Hi community stackoverflow,
I am running kmeans (statistics package) and Kmeans (amap package) in the Iris dataset. In both cases, I use the same algorithm (Lloyd-Forgy), the same distance (Euclidean), the same number of initial random sets (50), the same maximum number of iterations (1000), and I test the same set from k values (from 2 to 15). I also use the same seed for both cases (4358).
I do not understand why under these conditions I have different wss curves, in particular: the "elbow" using the statistics package is much less accented than when using the amap package.
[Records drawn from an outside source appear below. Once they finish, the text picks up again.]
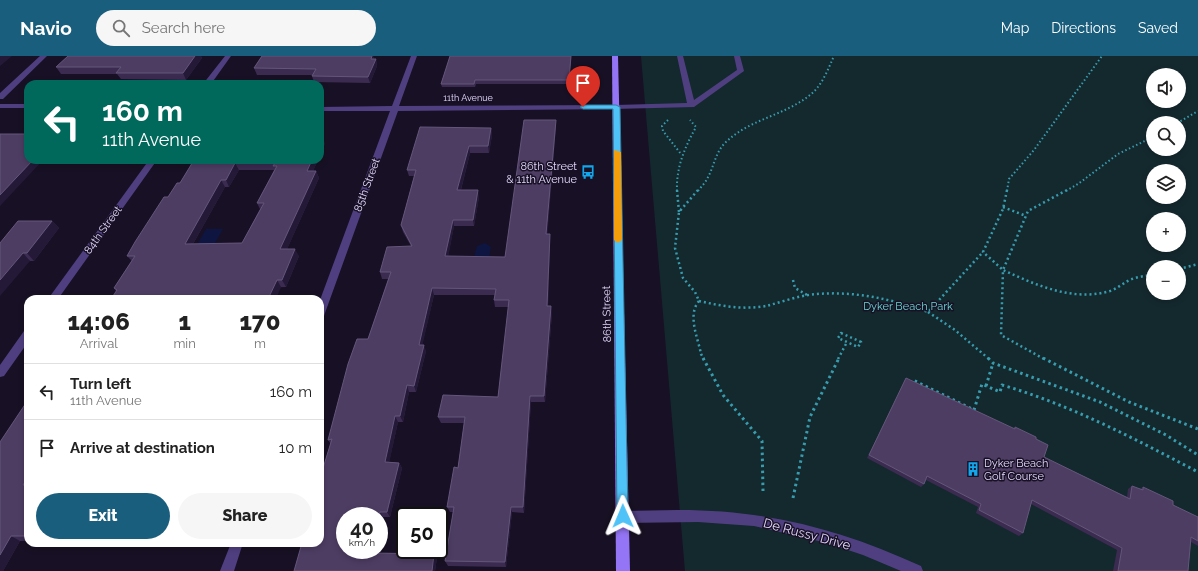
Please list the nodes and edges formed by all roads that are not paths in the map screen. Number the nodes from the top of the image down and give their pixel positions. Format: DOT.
graph roads {
  1 [pos="44,56"];
  2 [pos="228,56"];
  3 [pos="414,56"];
  4 [pos="616,56"];
  5 [pos="680,56"];
  6 [pos="737,56"];
  7 [pos="210,80"];
  8 [pos="0,97"];
  9 [pos="691,105"];
  10 [pos="0,106"];
  11 [pos="24,106"];
  12 [pos="616,107"];
  13 [pos="324,109"];
  14 [pos="394,109"];
  15 [pos="150,164"];
  16 [pos="56,295"];
  17 [pos="324,302"];
  18 [pos="24,340"];
  19 [pos="0,373"];
  20 [pos="623,516"];
  21 [pos="235,547"];
  22 [pos="226,571"];
  23 [pos="623,571"];
  24 [pos="916,571"];
  1 -- 8 [label="street"];
  2 -- 7 [label="street"];
  3 -- 14 [label="street, 85th Street"];
  4 -- 12 [label="main road, 86th Street"];
  5 -- 9 [label="street"];
  6 -- 9 [label="street"];
  9 -- 12 [label="street, 11th Avenue"];
  10 -- 11 [label="street"];
  12 -- 14 [label="street, 11th Avenue"];
  12 -- 20 [label="main road, 86th Street"];
  13 -- 14 [label="street, 11th Avenue"];
  14 -- 17 [label="street, 85th Street"];
  15 -- 16 [label="street, 84th Street"];
  18 -- 19 [label="street"];
  20 -- 23 [label="main road, 86th Street"];
  20 -- 24 [label="street, De Russy Drive"];
  21 -- 22 [label="street"];
}
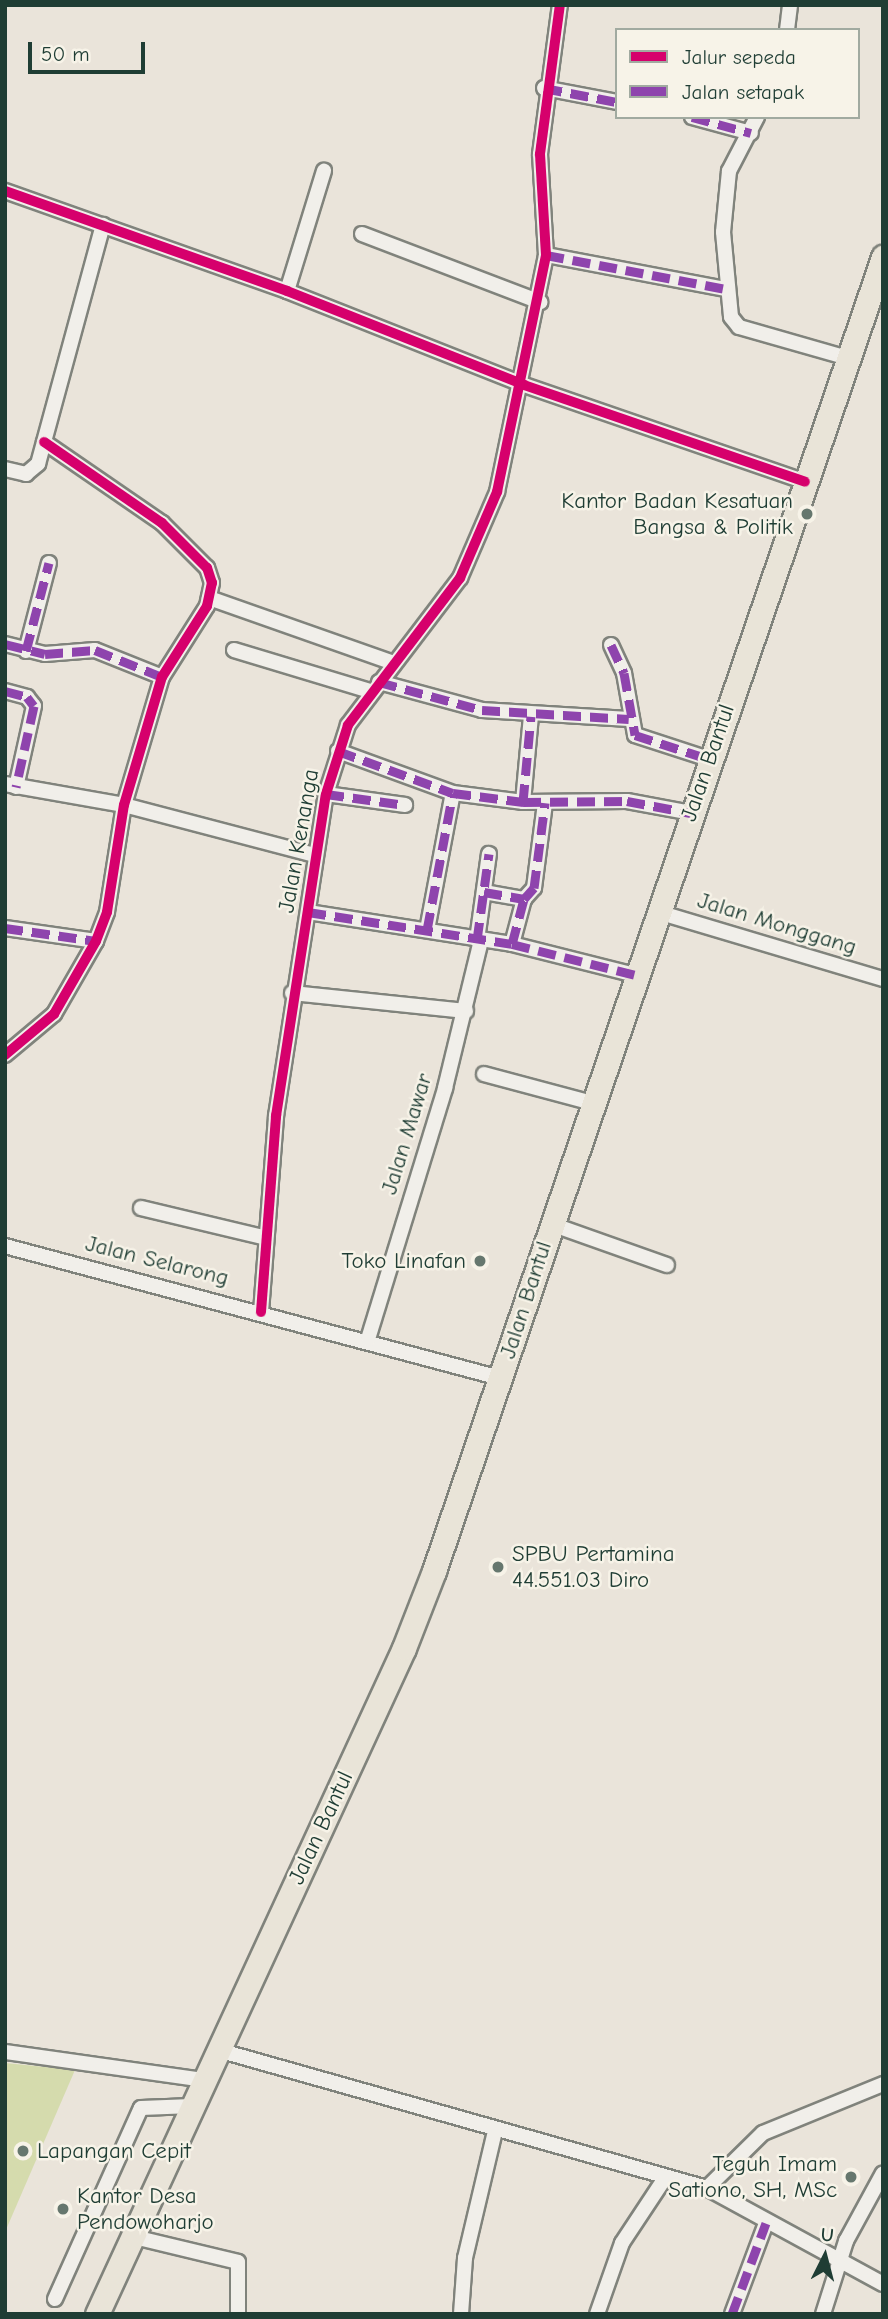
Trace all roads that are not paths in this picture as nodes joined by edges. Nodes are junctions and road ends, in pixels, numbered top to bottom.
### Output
1 (560, 5) edge
2 (790, 5) edge
3 (787, 28) edge
4 (544, 88) junction
5 (615, 102) edge
6 (699, 119) edge
7 (756, 119) edge
8 (751, 134) junction
9 (324, 171) dead end
10 (5, 191) edge
11 (103, 225) junction
12 (362, 234) dead end
13 (546, 255) junction
14 (882, 259) edge
15 (726, 289) junction
16 (286, 291) junction
17 (540, 302) junction
18 (848, 358) junction
19 (524, 385) junction
20 (44, 442) junction
21 (5, 469) edge
22 (797, 479) junction
23 (49, 563) dead end
24 (209, 598) junction
25 (5, 644) edge
26 (611, 645) dead end
27 (234, 650) dead end
28 (26, 651) junction
29 (394, 663) junction
30 (162, 677) junction
31 (374, 687) junction
32 (5, 691) edge
33 (531, 716) junction
34 (629, 719) junction
35 (338, 751) junction
36 (709, 759) junction
37 (11, 786) edge
38 (453, 793) junction
39 (326, 794) junction
40 (523, 802) junction
41 (545, 803) junction
42 (124, 805) junction
43 (405, 805) dead end
44 (691, 813) junction
45 (489, 854) dead end
46 (314, 855) junction
47 (484, 892) junction
48 (524, 899) junction
49 (308, 912) junction
50 (658, 912) junction
51 (5, 928) edge
52 (428, 930) junction
53 (479, 940) junction
54 (96, 941) junction
55 (512, 944) junction
56 (635, 975) junction
57 (883, 979) edge
58 (292, 993) junction
59 (466, 1011) junction
60 (5, 1055) edge
61 (484, 1074) dead end
62 (592, 1103) junction
63 (141, 1208) dead end
64 (551, 1224) junction
65 (263, 1237) junction
66 (5, 1246) edge
67 (667, 1265) dead end
68 (261, 1312) junction
69 (368, 1339) junction
70 (500, 1378) junction
71 (219, 2050) junction
72 (5, 2052) edge
73 (205, 2080) junction
74 (883, 2084) edge
75 (192, 2106) junction
76 (495, 2131) junction
77 (883, 2173) edge
78 (665, 2178) junction
79 (707, 2188) junction
80 (766, 2223) junction
81 (130, 2236) junction
82 (839, 2264) junction
83 (883, 2284) edge
84 (55, 2299) dead end
85 (97, 2314) edge
86 (238, 2314) edge
87 (461, 2314) edge
88 (597, 2314) edge
89 (732, 2314) edge
90 (823, 2314) edge

1 - 4 street, Jalan Kenanga
2 - 3 street
4 - 5 street
4 - 13 street, Jalan Kenanga
6 - 8 street
7 - 8 street
8 - 15 street
9 - 16 street
10 - 11 street
11 - 16 street
11 - 20 street
12 - 17 street
13 - 15 street
13 - 17 street, Jalan Kenanga
14 - 18 main road, Jalan Bantul
15 - 18 street
16 - 19 street
17 - 19 street, Jalan Kenanga
18 - 22 main road, Jalan Bantul
19 - 22 street
19 - 29 street, Jalan Kenanga
20 - 21 street
20 - 24 street
22 - 36 main road, Jalan Bantul
23 - 28 street
24 - 29 street
24 - 30 street
25 - 28 street
26 - 34 street
27 - 31 street
28 - 30 street
29 - 31 street, Jalan Kenanga
30 - 42 street
31 - 33 street
31 - 35 street, Jalan Kenanga
32 - 37 street
33 - 34 street
33 - 40 street
34 - 36 street
35 - 38 street
35 - 39 street, Jalan Kenanga
36 - 44 main road, Jalan Bantul
37 - 42 street
38 - 40 street
38 - 52 street
39 - 43 street
39 - 46 street, Jalan Kenanga
40 - 41 street
41 - 44 street
41 - 48 street
42 - 46 street
42 - 54 street
44 - 50 main road, Jalan Bantul
45 - 47 street, Jalan Mawar
46 - 49 street, Jalan Kenanga
47 - 48 street
47 - 53 street, Jalan Mawar
48 - 55 street
49 - 52 street
49 - 58 street, Jalan Kenanga
50 - 56 main road, Jalan Bantul
50 - 57 street, Jalan Monggang
51 - 54 street
52 - 53 street
53 - 55 street
53 - 59 street, Jalan Mawar
54 - 60 street
55 - 56 street
56 - 62 main road, Jalan Bantul
58 - 59 street
58 - 65 street, Jalan Kenanga
59 - 69 street, Jalan Mawar
61 - 62 street
62 - 64 main road, Jalan Bantul
63 - 65 street
64 - 67 street
64 - 70 main road, Jalan Bantul
65 - 68 street, Jalan Kenanga
66 - 68 street, Jalan Selarong
68 - 69 street, Jalan Selarong
69 - 70 street, Jalan Selarong
70 - 71 main road, Jalan Bantul
71 - 73 main road, Jalan Bantul
71 - 76 street
72 - 73 street
73 - 75 main road, Jalan Bantul
74 - 79 street
75 - 81 main road, Jalan Bantul
75 - 84 street
76 - 78 street
76 - 87 street
77 - 82 street
78 - 79 street
78 - 88 street
79 - 80 street
80 - 82 street
80 - 89 street
81 - 85 main road, Jalan Bantul
81 - 86 street
82 - 83 street
82 - 90 street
Could you help me understand why? Thank you very much!
Here is the code:
# data load and scaling newiris <- iris newiris$Species <- NULL newiris <- scale(newiris) # using kmeans (stats) wss1 <- (nrow(newiris)-1)*sum(apply(newiris,2,var)) for (i in 2:15) { set.seed(4358) wss1[i] <- sum(kmeans(newiris, centers=i, iter.max=1000, nstart=50, algorithm="Lloyd")$withinss) } # using Kmeans (amap) library(amap) wss2 <- (nrow(newiris)-1)*sum(apply(newiris,2,var)) for (i in 2:15) { set.seed(4358) wss2[i] <- sum(Kmeans(newiris, centers=i, iter.max=1000, nstart=50, method="euclidean")$withinss) } # plots plot(1:15, wss1, type="b", xlab="Number of Clusters", ylab="Within groups sum of squares", main="kmeans (stats package)") plot(1:15, wss2, type="b", xlab="Number of Clusters", ylab="Within groups sum of squares", main="Kmeans (amap package)")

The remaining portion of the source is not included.